По-своему – в легкости этого перехода сыграло роль исконно русское воспринятое понятие о народе как о крестьянстве, устаревшее уже понятие. С этой точки зрения еврейского народа не существовало. Тем легче было воспитанникам русской идеи уйти от полународа к народу.

А тоска по народу-крестьянину была. Это я знаю по отцу. Когда-то в николаевскую пору была попытка посадить евреев на землю, попытка неудавшаяся, остатки ее – лишь немногочисленные сельские колонии в Таврии, но именно в ту пору часть евреев приписана была к сельским обществам.

Отец мой по документам – не мещанин, не купец, а крестьянин некоего (позабыл уже, какого) земледельческого общества.

И хоть к земле его родные имели не больше отношения, чем любой из жителей маленького полусельского городка, отец с удовольствием вспоминал свое именно крестьянское сословие. Наибольшее уважение испытывал он именно к крестьянскому труду. Любил домашних животных, особенно тех, с которыми имел дело с детства, – лошадей, коров, собак и домашнюю птицу.

Эта тоска по основе нации – крестьянству, может быть, основа почвенничества Левитана.

Я однажды спросил отца, какой партии он сочувствовал. Со смущенной улыбкой ответил:

– Эсерам.

Конечно, правым.

Процесс образования сверхнации, как и любой серьезный исторический процесс, дело трудное и мучительное. Если взять лишь одну сторону этого процесса – прирастание еврейской ветки к основному стволу формирующейся сверхнации – и то приживание было болезненным, трудным, мучительным для обеих сторон и вместе с тем, с где-то ощутимой целью, с обновлением и освежением и ветки, и ствола.

И все-таки великое историческое преобразование происходило, давало свои результаты. Революция, обнажившая и обострившая все стороны русской жизни, по-своему перекроила и этот важнейший момент в жизни нации, катализировала процесс, революционизировала его, перевела из стадии эволюции в стадию катаклизма.

Показателем того, как далеко зашло формирование сверхнации в предреволюционной России, является та легкость, с какой масса во время революции отказалась от русской традиции и обычая, от церкви и от социального устройства, восприняв как будто и завезенную из Европы идею интернационализма. Идея эта вовсе не была внешней, как теперь полагают многие, она отражала нечто, уже происшедшее в самом фундаменте русского сознания, которое в эпохи исторических катаклизмов всегда отступало в сферу самообороны, самовыделения, ухода в сбережение традиции, веры, уклада. А тут – все наоборот. Как будто чувство самосохранения покинуло русскую нацию.
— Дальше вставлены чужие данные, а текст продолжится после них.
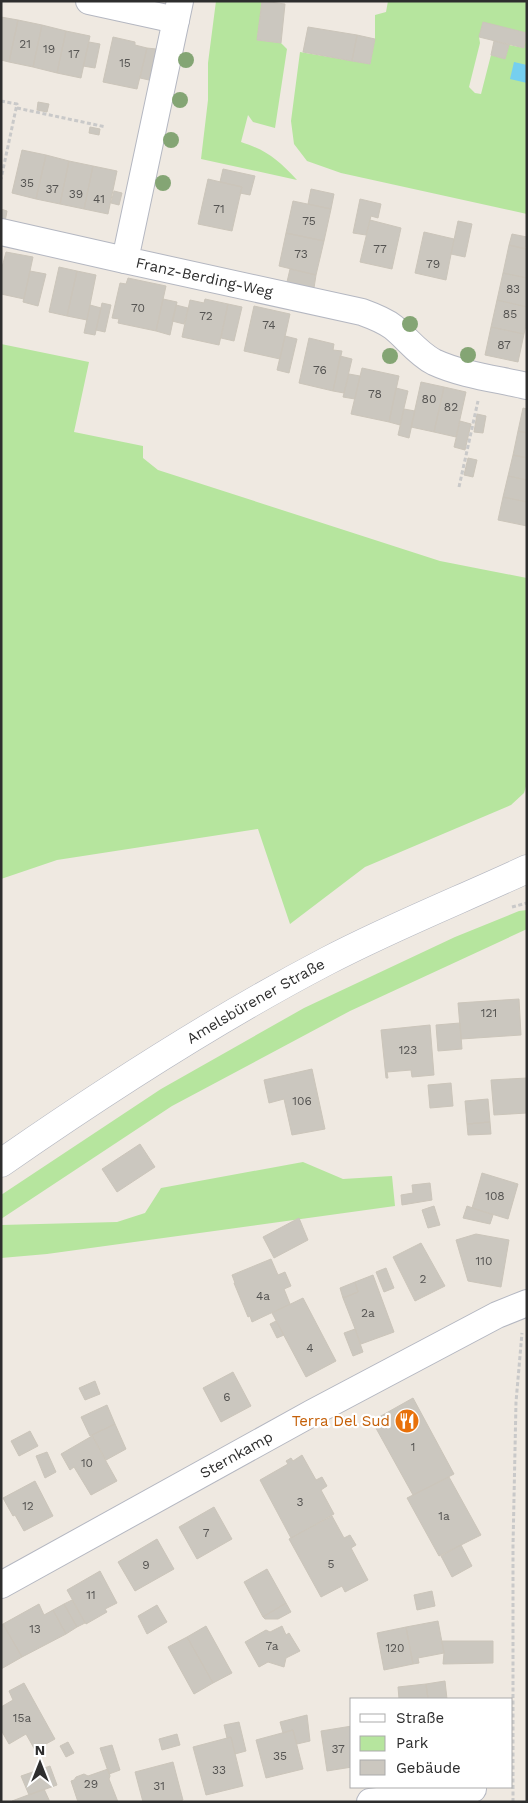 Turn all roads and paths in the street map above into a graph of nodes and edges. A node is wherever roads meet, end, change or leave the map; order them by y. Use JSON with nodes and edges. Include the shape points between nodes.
{"nodes":[{"id":1,"x":90,"y":1,"type":"edge"},
{"id":2,"x":178,"y":11,"type":"edge"},
{"id":3,"x":1,"y":101,"type":"edge"},
{"id":4,"x":17,"y":108,"type":"junction"},
{"id":5,"x":106,"y":127,"type":"dead end"},
{"id":6,"x":1,"y":180,"type":"edge"},
{"id":7,"x":1,"y":232,"type":"edge"},
{"id":8,"x":125,"y":260,"type":"junction"},
{"id":9,"x":482,"y":376,"type":"junction"},
{"id":10,"x":527,"y":386,"type":"edge"},
{"id":11,"x":459,"y":487,"type":"dead end"},
{"id":12,"x":527,"y":869,"type":"edge"},
{"id":13,"x":527,"y":903,"type":"edge"},
{"id":14,"x":508,"y":909,"type":"dead end"},
{"id":15,"x":1,"y":1163,"type":"edge"},
{"id":16,"x":526,"y":1303,"type":"edge"},
{"id":17,"x":1,"y":1586,"type":"edge"},
{"id":18,"x":512,"y":1698,"type":"edge"},
{"id":19,"x":512,"y":1788,"type":"edge"},
{"id":20,"x":473,"y":1789,"type":"dead end"},
{"id":21,"x":384,"y":1801,"type":"edge"},
{"id":22,"x":513,"y":1802,"type":"edge"}],
"edges":[{"from":1,"to":2,"type":"street"},
{"from":2,"to":8,"type":"street","name":"Franz-Berding-Weg"},
{"from":3,"to":4,"type":"path","via":[[17,104]]},
{"from":4,"to":5,"type":"path"},
{"from":4,"to":6,"type":"path"},
{"from":7,"to":8,"type":"street"},
{"from":8,"to":9,"type":"street","name":"Franz-Berding-Weg","via":[[362,312],[394,328],[418,352],[434,362]]},
{"from":9,"to":10,"type":"street","name":"Franz-Berding-Weg"},
{"from":9,"to":11,"type":"path"},
{"from":12,"to":15,"type":"street","name":"Amelsbürener Straße","via":[[326,962],[187,1040]]},
{"from":13,"to":14,"type":"path"},
{"from":16,"to":17,"type":"street","name":"Sternkamp","via":[[497,1315],[312,1413]]},
{"from":16,"to":18,"type":"path","via":[[516,1402]]},
{"from":19,"to":22,"type":"path"},
{"from":20,"to":21,"type":"street"}]}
Безжалостная ломка всего (о безжалостности ее пришлось потом много пожалеть) была русским диким способом первого самоощущения себя сверхнацией.

Тут уже рухнули все эволюционные, все органические формы. В частности, и органическое вживание еврейского элемента в сферу русской интеллигенции. Через разломанную черту оседлости хлынули многочисленные жители украинско-белорусского местечка, прошедшие только начальную ступень ассимиляции и приобщения к идее сверхнации, непереваренные, с чуть усвоенными идеями, с путаницей в мозгах, с национальной привычкой к догматизму, со страстным желанием, чтобы название процесса, взятое наспех, соответствовало сути дела.